Records to use
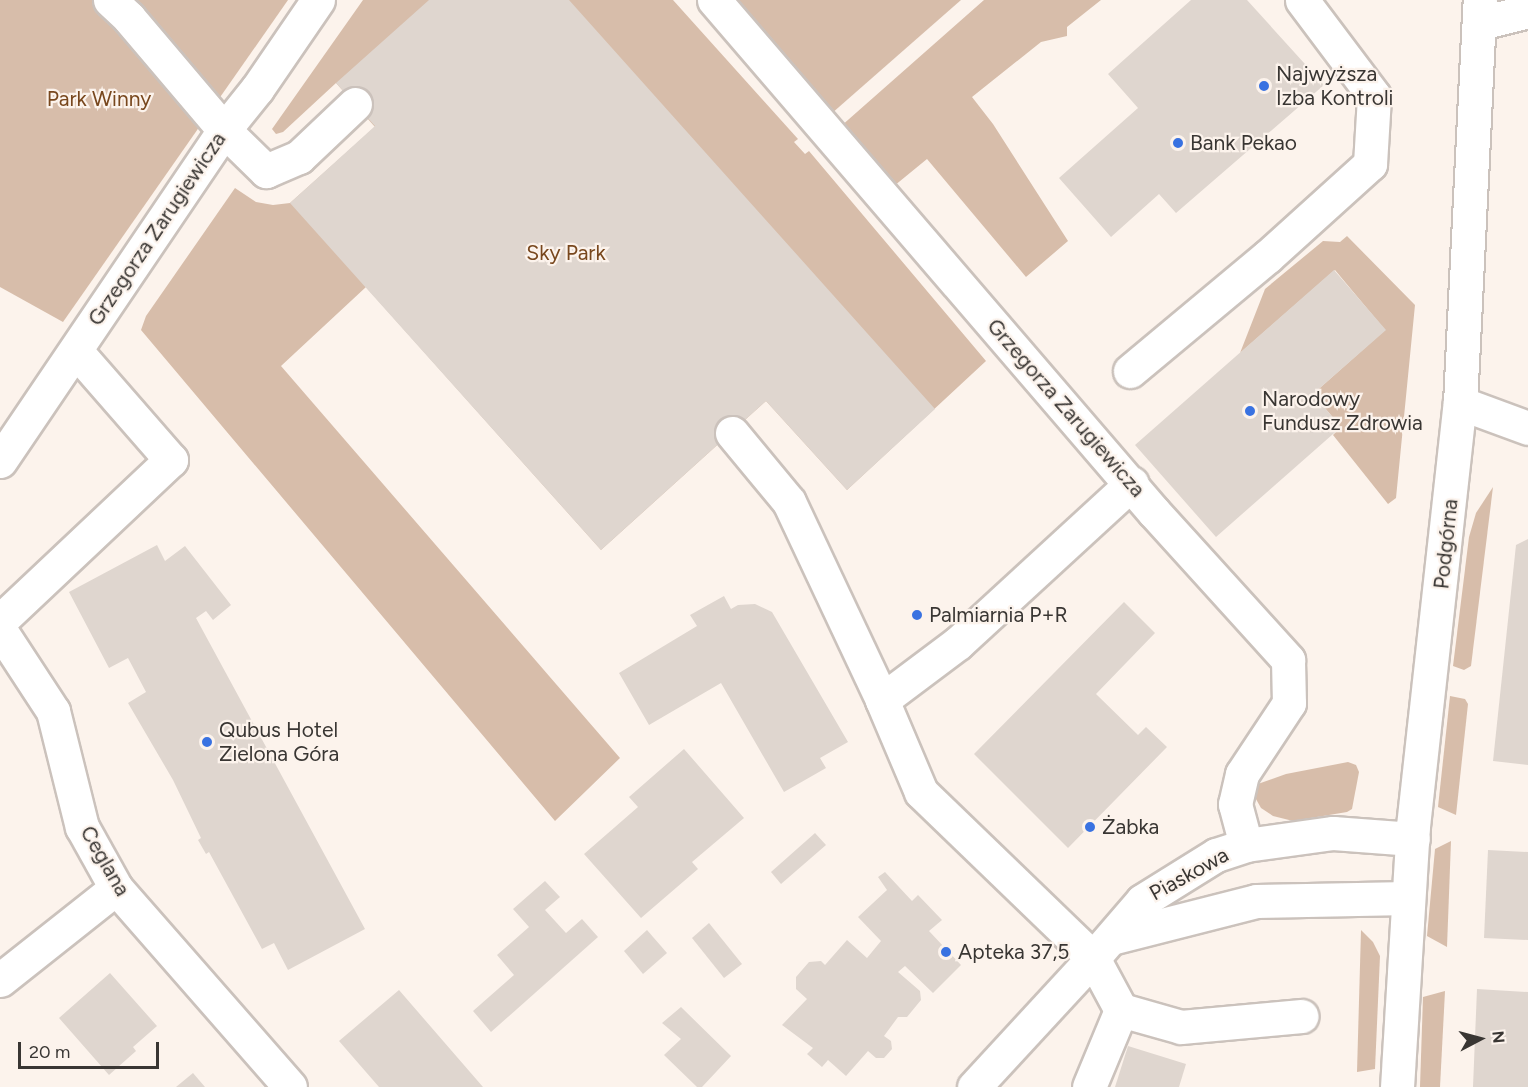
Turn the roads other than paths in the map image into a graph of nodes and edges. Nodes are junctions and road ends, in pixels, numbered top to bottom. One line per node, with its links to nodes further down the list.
1 (110, 0): 8 (street)
2 (318, 0): 8 (street, Grzegorza Zarugiewicza)
3 (714, 0): 15 (street, Grzegorza Zarugiewicza)
4 (1302, 0): 10 (street)
5 (1528, 11): 6 (street)
6 (1480, 12): 11 (street, Podgórna)
7 (355, 104): 8 (street)
8 (224, 130): 9 (street, Grzegorza Zarugiewicza)
9 (76, 351): 14 (street, Grzegorza Zarugiewicza); 16 (street)
10 (1130, 371)
11 (1460, 403): 12 (street); 19 (street, Podgórna)
12 (1528, 428)
13 (732, 432): 18 (street)
14 (0, 461)
15 (1132, 483): 18 (street); 20 (street, Grzegorza Zarugiewicza)
16 (0, 621)
17 (0, 630): 21 (street, Ceglana)
18 (882, 700): 23 (street)
19 (1413, 839): 20 (street, Piaskowa); 22 (street, Podgórna)
20 (1246, 845): 23 (street, Piaskowa)
21 (116, 888): 24 (street); 27 (street, Ceglana)
22 (1408, 898): 23 (street); 30 (street, Podgórna)
23 (1102, 948): 25 (street); 28 (street, Piaskowa)
24 (0, 980)
25 (1121, 1010): 26 (street); 29 (street)
26 (1302, 1016)
27 (290, 1087)
28 (974, 1087)
29 (1089, 1087)
30 (1397, 1087)

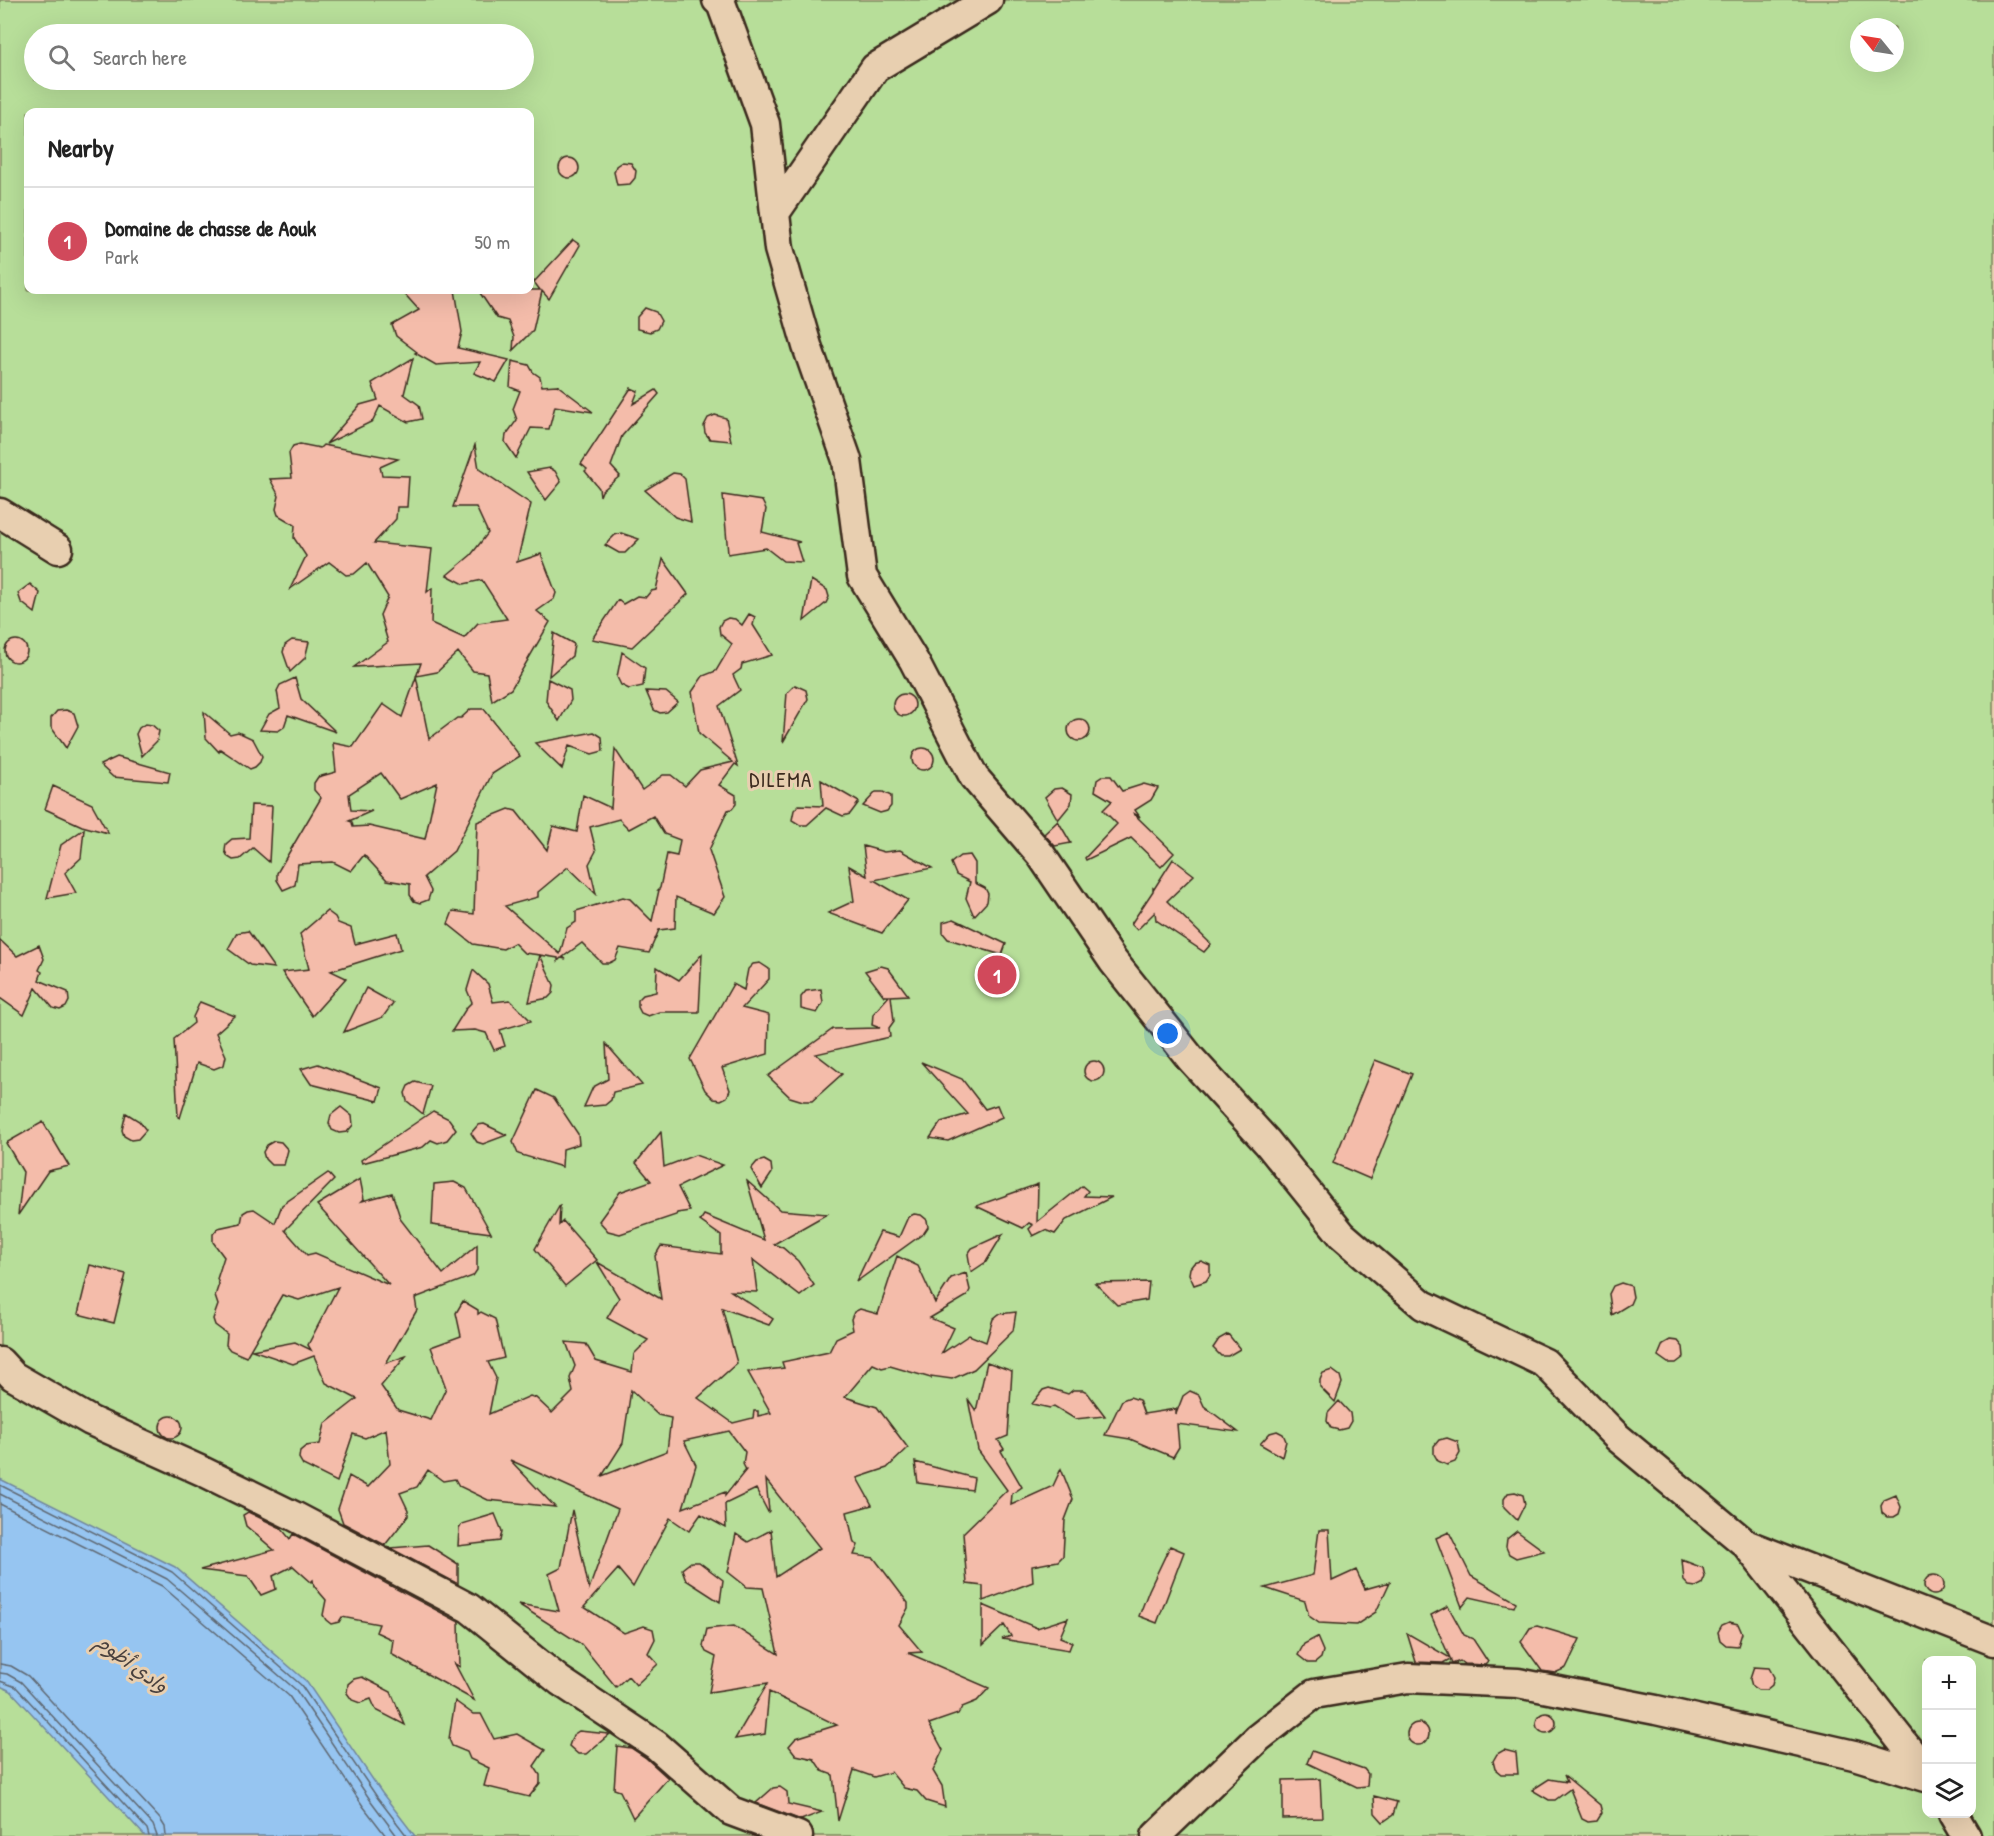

What is being asked
When you write out the material, reproduce each line exactly and omit any picture it holds.

Written response
Turn the roads other than paths in the map image into a graph of nodes and edges. Nodes are junctions and road ends, in pixels, numbered top to bottom. One line per node, with its links to nodes further down the list.
1 (110, 0): 8 (street)
2 (318, 0): 8 (street, Grzegorza Zarugiewicza)
3 (714, 0): 15 (street, Grzegorza Zarugiewicza)
4 (1302, 0): 10 (street)
5 (1528, 11): 6 (street)
6 (1480, 12): 11 (street, Podgórna)
7 (355, 104): 8 (street)
8 (224, 130): 9 (street, Grzegorza Zarugiewicza)
9 (76, 351): 14 (street, Grzegorza Zarugiewicza); 16 (street)
10 (1130, 371)
11 (1460, 403): 12 (street); 19 (street, Podgórna)
12 (1528, 428)
13 (732, 432): 18 (street)
14 (0, 461)
15 (1132, 483): 18 (street); 20 (street, Grzegorza Zarugiewicza)
16 (0, 621)
17 (0, 630): 21 (street, Ceglana)
18 (882, 700): 23 (street)
19 (1413, 839): 20 (street, Piaskowa); 22 (street, Podgórna)
20 (1246, 845): 23 (street, Piaskowa)
21 (116, 888): 24 (street); 27 (street, Ceglana)
22 (1408, 898): 23 (street); 30 (street, Podgórna)
23 (1102, 948): 25 (street); 28 (street, Piaskowa)
24 (0, 980)
25 (1121, 1010): 26 (street); 29 (street)
26 (1302, 1016)
27 (290, 1087)
28 (974, 1087)
29 (1089, 1087)
30 (1397, 1087)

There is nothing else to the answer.